EXERCISE OBJECTIVE: Which lines run from the one containing "index dip: (248, 95)" to the end of the entries below? Reproduce them exactly, both ends included.

(Human keypoint data)
────────

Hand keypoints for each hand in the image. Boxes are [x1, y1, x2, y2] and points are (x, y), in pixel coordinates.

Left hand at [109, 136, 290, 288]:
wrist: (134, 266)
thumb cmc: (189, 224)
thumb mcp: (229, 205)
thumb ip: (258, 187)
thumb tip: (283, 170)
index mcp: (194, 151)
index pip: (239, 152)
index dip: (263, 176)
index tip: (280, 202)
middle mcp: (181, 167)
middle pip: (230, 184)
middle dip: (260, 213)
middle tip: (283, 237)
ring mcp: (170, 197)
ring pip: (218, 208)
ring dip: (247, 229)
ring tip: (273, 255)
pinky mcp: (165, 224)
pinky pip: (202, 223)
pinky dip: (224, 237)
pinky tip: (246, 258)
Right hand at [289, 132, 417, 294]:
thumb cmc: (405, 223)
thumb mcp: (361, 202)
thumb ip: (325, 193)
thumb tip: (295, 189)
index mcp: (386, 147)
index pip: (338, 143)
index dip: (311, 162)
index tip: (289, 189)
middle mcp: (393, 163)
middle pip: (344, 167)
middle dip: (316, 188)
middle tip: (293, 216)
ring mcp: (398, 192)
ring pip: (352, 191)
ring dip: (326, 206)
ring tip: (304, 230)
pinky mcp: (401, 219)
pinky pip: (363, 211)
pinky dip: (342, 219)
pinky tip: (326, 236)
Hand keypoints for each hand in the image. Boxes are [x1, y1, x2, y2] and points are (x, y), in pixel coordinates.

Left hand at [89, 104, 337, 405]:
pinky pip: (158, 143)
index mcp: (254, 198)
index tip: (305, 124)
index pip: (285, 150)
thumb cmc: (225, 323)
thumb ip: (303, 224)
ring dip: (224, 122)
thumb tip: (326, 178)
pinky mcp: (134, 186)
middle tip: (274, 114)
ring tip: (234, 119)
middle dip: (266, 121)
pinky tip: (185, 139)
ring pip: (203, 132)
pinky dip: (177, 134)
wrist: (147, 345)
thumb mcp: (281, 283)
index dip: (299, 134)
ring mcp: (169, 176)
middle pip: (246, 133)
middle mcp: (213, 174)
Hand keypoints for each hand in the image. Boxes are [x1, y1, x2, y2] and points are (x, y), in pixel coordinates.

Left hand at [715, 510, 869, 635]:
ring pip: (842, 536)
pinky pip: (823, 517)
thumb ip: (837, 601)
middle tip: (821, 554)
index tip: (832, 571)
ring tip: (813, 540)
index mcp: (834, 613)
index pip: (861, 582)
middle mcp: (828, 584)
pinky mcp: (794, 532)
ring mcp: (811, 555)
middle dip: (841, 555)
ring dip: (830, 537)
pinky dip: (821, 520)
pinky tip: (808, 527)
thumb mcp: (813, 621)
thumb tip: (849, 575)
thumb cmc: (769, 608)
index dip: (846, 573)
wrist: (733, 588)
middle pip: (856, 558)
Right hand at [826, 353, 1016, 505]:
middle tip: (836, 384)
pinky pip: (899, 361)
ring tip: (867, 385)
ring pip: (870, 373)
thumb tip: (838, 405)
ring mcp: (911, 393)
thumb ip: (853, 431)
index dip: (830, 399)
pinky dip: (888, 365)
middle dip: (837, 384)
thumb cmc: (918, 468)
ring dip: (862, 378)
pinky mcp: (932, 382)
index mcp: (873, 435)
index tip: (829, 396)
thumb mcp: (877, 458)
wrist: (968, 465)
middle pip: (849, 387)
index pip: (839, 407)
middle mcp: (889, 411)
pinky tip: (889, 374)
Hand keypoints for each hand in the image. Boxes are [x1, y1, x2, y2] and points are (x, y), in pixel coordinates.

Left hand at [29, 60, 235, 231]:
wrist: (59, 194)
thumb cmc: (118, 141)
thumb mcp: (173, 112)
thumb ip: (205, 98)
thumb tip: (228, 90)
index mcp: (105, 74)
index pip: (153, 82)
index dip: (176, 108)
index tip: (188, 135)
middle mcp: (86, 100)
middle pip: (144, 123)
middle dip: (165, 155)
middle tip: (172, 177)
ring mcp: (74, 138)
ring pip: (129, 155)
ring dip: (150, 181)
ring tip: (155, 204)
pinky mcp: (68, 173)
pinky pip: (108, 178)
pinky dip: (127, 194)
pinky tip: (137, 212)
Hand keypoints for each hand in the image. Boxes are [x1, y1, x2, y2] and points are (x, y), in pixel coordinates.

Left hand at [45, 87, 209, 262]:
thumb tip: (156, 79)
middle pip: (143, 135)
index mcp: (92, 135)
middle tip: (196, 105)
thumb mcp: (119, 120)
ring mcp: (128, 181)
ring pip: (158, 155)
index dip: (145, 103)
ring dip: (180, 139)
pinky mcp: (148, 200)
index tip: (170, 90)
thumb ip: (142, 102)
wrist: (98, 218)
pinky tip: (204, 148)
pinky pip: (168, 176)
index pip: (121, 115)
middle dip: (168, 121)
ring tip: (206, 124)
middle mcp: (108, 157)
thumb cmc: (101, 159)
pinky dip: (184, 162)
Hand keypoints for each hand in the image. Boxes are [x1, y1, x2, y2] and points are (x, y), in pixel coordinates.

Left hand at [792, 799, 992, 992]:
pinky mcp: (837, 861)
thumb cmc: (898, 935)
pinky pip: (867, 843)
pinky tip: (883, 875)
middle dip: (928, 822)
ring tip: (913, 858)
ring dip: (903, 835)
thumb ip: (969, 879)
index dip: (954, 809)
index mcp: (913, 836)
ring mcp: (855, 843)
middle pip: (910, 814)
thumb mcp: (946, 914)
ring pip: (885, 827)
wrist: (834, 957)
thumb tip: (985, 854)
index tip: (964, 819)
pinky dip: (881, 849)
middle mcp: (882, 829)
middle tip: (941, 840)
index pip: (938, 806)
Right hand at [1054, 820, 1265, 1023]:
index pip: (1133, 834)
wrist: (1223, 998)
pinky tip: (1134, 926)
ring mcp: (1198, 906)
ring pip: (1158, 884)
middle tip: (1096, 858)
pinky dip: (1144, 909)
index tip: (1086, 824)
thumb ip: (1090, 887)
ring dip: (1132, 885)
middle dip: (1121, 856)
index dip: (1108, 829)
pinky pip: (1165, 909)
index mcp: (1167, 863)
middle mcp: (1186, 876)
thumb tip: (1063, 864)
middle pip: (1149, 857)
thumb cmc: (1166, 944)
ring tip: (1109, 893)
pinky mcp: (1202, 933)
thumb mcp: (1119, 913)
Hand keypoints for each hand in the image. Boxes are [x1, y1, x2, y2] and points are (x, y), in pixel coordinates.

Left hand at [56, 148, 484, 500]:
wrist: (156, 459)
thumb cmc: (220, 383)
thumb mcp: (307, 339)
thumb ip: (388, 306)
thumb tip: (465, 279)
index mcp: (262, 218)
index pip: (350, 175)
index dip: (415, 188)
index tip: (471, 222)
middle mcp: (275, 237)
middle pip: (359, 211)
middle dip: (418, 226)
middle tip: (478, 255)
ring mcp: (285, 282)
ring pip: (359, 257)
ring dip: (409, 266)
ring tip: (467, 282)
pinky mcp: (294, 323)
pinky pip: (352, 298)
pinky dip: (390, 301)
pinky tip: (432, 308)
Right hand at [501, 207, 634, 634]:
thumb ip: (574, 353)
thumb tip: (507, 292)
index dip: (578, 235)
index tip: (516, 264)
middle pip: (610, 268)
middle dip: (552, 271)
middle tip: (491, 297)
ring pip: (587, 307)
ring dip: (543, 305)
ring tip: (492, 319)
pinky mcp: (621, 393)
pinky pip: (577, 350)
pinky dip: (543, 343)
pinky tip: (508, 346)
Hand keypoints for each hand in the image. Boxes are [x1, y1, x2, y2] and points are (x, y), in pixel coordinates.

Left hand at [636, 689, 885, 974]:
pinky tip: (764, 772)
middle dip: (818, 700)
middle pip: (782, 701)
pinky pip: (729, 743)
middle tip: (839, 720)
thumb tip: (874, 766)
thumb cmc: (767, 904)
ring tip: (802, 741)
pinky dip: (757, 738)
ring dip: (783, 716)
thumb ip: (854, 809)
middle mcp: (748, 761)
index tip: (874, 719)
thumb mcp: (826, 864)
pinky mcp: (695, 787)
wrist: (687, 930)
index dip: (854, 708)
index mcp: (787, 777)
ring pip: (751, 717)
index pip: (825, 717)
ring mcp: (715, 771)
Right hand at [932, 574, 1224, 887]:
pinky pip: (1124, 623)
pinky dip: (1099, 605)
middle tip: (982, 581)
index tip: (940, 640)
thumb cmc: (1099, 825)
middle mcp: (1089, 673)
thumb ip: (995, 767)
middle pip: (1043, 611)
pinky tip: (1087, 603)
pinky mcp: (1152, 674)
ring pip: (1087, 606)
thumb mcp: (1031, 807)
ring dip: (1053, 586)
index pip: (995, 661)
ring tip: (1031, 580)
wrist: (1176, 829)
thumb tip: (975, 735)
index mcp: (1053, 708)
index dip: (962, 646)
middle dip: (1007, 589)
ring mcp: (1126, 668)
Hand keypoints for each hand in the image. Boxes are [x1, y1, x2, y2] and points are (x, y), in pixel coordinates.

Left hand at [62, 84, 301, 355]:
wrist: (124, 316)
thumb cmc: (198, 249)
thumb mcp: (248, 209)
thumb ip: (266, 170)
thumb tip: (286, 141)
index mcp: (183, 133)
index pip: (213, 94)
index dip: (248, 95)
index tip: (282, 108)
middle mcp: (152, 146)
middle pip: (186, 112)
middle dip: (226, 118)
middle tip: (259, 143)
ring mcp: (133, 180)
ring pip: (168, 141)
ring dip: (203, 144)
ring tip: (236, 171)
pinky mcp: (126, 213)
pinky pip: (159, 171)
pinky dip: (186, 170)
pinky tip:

────────

SOLVED PROBLEM:
index dip: (248, 95)
index tip: (282, 108)
middle mcp: (152, 146)
middle pip: (186, 112)
middle dip: (226, 118)
middle tip: (259, 143)
ring mcp: (133, 180)
ring pip: (168, 141)
ring dip: (203, 144)
ring tip: (236, 171)
pinky mcp: (126, 213)
pinky pip: (159, 171)
pinky dip: (186, 170)
pinky tip:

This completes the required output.